Saved data entries
----

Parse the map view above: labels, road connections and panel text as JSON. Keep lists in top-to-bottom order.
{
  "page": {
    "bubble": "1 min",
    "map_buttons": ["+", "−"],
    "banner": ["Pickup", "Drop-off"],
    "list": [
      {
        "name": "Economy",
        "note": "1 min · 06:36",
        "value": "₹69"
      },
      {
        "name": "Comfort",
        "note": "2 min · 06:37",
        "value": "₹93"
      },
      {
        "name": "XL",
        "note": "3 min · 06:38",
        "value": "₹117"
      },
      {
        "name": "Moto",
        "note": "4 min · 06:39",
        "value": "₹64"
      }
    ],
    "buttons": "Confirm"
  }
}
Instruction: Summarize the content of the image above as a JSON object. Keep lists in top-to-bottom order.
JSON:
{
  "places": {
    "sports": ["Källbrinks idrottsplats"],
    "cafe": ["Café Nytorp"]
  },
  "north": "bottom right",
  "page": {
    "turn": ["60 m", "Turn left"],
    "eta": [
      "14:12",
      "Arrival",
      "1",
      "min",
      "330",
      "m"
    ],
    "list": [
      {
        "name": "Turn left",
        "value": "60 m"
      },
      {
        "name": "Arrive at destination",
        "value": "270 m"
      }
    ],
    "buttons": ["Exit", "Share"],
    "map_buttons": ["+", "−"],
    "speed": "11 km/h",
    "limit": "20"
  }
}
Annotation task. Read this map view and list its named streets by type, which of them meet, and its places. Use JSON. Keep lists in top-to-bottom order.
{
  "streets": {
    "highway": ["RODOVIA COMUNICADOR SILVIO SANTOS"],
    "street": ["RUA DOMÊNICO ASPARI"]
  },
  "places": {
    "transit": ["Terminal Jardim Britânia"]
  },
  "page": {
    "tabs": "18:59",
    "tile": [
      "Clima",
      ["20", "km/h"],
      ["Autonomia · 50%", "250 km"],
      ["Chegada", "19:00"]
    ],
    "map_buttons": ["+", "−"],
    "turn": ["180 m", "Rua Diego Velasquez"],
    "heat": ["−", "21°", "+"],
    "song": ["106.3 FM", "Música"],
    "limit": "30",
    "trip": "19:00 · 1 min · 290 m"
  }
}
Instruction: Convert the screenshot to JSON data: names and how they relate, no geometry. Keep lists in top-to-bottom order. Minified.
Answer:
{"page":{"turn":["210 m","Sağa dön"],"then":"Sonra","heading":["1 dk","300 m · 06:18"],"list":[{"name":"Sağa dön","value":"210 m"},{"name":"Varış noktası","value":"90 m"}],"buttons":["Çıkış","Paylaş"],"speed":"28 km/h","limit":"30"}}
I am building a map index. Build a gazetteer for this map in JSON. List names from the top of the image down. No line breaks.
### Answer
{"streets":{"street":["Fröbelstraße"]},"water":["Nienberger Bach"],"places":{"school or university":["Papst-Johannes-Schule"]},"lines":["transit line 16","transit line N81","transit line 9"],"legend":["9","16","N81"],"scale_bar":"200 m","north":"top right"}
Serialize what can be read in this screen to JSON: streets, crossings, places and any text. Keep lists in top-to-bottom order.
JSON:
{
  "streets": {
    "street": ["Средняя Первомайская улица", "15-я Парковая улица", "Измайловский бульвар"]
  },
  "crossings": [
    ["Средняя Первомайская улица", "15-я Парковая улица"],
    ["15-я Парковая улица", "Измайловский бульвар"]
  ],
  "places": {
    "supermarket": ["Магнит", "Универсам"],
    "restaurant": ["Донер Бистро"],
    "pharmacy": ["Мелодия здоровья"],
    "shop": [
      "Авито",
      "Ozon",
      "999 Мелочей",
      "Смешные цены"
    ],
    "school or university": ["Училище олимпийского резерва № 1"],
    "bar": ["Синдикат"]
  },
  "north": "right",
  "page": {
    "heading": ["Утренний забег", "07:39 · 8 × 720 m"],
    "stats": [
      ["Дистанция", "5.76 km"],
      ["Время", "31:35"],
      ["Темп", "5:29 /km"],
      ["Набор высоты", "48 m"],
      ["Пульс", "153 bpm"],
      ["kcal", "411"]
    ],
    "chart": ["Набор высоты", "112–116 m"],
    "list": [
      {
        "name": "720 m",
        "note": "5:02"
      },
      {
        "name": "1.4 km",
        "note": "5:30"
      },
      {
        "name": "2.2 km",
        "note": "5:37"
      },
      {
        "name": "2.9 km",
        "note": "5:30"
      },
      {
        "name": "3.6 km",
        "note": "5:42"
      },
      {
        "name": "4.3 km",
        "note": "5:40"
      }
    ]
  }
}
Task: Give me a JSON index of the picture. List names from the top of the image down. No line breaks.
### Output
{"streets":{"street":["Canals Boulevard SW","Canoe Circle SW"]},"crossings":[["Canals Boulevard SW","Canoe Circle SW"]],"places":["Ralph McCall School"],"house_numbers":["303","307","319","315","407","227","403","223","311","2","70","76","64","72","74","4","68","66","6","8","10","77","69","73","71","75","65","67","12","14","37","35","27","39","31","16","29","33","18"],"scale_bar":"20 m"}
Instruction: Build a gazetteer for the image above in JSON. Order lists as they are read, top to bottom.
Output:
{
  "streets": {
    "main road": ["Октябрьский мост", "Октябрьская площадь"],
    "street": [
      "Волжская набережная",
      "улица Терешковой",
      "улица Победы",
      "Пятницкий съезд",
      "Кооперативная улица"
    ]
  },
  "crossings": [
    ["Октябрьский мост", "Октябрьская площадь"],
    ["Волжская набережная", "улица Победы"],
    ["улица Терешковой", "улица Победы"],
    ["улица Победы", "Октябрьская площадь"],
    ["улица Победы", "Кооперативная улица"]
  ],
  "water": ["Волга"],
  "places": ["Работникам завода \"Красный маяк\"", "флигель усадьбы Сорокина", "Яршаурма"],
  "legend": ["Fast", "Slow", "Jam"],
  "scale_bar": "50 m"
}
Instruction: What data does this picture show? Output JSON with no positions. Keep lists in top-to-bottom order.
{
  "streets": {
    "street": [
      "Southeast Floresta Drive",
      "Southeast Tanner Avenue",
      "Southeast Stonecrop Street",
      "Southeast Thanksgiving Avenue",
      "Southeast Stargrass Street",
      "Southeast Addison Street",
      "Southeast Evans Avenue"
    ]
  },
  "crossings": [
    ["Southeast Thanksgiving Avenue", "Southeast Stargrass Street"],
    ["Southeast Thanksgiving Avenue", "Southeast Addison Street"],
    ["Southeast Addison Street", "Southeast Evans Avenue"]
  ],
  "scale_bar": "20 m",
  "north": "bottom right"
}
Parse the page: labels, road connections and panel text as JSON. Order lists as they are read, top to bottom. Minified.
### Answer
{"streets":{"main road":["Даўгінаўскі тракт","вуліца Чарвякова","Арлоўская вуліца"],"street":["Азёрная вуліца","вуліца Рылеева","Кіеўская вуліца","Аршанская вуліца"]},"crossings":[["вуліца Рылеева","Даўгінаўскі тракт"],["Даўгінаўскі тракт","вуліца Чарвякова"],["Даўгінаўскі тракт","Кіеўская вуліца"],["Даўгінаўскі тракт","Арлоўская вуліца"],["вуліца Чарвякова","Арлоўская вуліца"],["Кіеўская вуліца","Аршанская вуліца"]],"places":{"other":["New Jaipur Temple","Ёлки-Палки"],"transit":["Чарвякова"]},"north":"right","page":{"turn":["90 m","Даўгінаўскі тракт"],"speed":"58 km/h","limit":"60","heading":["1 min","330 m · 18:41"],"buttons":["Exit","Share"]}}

----

List, from the entries above, every line in which the word "names" shows up.

| WRITTEN ANSWER |
Instruction: Convert the screenshot to JSON data: names and how they relate, no geometry. Keep lists in top-to-bottom order. Minified.
I am building a map index. Build a gazetteer for this map in JSON. List names from the top of the image down. No line breaks.
Task: Give me a JSON index of the picture. List names from the top of the image down. No line breaks.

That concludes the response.